» **AIM OF THE EXERCISE**
State how many lines of the entries hold the string "road", and nothing more.

» **INPUT RECORDS**
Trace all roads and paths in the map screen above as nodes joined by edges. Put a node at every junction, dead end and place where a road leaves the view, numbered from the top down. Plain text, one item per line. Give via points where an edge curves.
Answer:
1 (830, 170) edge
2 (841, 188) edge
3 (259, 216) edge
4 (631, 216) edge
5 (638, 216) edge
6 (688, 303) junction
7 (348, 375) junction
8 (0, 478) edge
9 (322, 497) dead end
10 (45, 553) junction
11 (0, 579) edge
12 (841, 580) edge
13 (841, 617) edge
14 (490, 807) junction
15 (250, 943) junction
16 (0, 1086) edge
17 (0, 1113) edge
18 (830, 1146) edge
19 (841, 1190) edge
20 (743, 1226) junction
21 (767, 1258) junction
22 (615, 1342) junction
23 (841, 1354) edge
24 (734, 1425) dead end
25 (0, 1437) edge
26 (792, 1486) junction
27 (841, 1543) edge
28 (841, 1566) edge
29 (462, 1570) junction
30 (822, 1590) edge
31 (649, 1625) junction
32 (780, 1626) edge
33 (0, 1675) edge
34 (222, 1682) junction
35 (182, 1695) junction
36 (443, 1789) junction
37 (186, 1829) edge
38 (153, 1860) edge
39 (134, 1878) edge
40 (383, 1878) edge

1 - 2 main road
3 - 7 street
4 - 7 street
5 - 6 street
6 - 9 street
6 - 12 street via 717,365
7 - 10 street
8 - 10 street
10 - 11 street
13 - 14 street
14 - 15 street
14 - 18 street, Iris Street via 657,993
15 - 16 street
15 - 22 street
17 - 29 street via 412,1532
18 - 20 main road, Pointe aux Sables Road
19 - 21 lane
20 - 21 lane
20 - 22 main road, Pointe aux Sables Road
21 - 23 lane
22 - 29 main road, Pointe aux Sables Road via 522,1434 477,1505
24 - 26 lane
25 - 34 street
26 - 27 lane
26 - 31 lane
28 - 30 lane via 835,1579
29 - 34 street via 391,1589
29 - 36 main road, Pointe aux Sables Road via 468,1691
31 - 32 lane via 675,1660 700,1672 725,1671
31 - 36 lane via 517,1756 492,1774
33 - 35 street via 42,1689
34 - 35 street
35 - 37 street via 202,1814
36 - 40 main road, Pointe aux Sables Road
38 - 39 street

» **RESULT OF THIS TASK**
7